***** THE INPUT

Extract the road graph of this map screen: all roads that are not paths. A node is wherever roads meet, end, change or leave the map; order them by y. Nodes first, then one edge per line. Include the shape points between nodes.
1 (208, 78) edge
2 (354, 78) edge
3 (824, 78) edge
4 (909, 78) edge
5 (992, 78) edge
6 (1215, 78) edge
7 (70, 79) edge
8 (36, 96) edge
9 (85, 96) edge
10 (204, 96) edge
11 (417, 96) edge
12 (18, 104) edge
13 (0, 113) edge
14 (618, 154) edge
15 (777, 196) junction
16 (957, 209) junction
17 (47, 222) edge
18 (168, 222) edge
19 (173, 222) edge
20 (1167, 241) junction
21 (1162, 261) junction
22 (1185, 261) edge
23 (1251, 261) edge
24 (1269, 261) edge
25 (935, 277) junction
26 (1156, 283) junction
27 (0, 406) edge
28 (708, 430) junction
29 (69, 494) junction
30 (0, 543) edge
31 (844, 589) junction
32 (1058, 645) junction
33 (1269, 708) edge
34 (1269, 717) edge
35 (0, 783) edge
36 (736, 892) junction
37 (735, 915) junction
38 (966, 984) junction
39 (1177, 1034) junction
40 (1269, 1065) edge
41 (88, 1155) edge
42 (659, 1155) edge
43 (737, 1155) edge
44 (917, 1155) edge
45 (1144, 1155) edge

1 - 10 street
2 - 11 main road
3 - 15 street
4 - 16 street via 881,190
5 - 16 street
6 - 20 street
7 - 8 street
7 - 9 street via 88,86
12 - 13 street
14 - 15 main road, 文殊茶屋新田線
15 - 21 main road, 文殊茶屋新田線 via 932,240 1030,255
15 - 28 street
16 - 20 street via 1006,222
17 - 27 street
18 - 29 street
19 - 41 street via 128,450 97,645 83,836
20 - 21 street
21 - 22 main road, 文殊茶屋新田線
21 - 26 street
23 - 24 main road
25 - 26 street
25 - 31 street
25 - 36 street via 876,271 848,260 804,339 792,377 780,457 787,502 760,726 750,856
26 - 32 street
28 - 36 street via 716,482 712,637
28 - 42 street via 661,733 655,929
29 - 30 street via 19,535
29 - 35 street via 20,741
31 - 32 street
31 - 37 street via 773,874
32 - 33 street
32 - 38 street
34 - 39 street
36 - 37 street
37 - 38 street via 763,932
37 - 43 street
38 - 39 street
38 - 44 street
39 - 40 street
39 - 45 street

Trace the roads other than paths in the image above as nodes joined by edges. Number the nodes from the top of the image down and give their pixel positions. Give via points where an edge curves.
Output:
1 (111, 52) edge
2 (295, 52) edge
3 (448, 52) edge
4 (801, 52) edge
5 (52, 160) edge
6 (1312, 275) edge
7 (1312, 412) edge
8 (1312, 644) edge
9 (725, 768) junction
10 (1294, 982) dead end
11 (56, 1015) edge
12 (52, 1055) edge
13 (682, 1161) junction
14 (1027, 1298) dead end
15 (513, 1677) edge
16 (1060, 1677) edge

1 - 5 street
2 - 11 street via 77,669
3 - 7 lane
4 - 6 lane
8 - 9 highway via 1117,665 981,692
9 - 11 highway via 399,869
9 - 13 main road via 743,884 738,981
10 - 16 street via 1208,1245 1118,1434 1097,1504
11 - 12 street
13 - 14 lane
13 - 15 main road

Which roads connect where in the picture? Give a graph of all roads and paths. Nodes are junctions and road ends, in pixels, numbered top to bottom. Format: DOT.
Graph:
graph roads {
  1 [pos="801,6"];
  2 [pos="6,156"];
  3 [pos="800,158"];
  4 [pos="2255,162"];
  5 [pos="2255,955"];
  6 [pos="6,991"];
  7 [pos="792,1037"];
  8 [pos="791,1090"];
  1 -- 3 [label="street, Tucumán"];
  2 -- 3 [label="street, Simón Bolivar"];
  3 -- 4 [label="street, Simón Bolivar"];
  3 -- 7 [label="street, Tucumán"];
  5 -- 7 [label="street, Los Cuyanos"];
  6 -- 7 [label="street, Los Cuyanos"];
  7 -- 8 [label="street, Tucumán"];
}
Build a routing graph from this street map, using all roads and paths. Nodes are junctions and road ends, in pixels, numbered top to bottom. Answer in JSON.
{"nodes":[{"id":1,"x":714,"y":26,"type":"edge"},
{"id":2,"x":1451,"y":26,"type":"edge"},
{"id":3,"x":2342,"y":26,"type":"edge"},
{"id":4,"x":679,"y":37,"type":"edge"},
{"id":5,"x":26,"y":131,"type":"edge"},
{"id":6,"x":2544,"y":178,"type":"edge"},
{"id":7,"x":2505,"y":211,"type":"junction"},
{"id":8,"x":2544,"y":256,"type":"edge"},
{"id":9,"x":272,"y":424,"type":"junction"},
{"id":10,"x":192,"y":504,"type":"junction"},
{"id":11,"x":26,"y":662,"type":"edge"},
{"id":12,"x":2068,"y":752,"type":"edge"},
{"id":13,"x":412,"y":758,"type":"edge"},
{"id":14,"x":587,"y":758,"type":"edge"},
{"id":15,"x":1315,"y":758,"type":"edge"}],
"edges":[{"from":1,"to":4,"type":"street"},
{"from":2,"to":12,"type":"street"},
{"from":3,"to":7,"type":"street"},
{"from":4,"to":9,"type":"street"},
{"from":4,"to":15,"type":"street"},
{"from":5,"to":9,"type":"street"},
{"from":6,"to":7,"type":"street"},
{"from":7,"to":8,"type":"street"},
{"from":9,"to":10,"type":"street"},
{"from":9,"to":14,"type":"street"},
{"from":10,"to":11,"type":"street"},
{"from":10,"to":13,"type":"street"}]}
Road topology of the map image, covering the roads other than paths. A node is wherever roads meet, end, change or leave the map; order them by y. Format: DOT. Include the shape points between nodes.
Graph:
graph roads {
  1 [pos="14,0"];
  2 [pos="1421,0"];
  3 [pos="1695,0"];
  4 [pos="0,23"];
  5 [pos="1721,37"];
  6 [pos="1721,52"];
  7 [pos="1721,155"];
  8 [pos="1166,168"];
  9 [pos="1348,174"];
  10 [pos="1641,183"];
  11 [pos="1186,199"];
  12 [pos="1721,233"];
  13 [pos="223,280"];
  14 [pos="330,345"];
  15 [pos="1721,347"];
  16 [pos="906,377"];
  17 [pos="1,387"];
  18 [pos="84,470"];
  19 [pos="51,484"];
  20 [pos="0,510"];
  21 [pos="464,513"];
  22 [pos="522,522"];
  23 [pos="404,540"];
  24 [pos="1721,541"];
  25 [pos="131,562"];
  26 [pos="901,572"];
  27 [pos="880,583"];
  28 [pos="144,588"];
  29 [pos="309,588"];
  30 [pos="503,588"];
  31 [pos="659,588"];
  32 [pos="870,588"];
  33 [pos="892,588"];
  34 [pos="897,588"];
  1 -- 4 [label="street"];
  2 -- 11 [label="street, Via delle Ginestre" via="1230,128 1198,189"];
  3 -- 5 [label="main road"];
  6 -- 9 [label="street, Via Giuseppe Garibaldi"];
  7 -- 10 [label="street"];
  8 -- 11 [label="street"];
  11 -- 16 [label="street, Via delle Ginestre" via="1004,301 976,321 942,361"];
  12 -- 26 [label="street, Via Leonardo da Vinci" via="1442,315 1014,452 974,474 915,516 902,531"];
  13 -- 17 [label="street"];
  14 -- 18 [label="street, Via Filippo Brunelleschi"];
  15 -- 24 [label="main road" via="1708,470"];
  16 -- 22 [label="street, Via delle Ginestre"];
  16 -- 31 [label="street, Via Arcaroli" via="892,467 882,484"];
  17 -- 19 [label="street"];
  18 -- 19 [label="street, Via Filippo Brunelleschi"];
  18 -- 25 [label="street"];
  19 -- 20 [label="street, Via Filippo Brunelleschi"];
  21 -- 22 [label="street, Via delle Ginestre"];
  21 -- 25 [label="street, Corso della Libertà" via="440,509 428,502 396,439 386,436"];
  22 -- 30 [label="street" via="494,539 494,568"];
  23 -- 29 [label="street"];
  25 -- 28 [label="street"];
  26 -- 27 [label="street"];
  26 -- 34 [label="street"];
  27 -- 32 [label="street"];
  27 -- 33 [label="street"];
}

**********

* WORK TO BE COMPLETED:
Would you filter the records and copy each line that contains the word "Cuyanos"?

* TASK ANSWER:
  5 -- 7 [label="street, Los Cuyanos"];
  6 -- 7 [label="street, Los Cuyanos"];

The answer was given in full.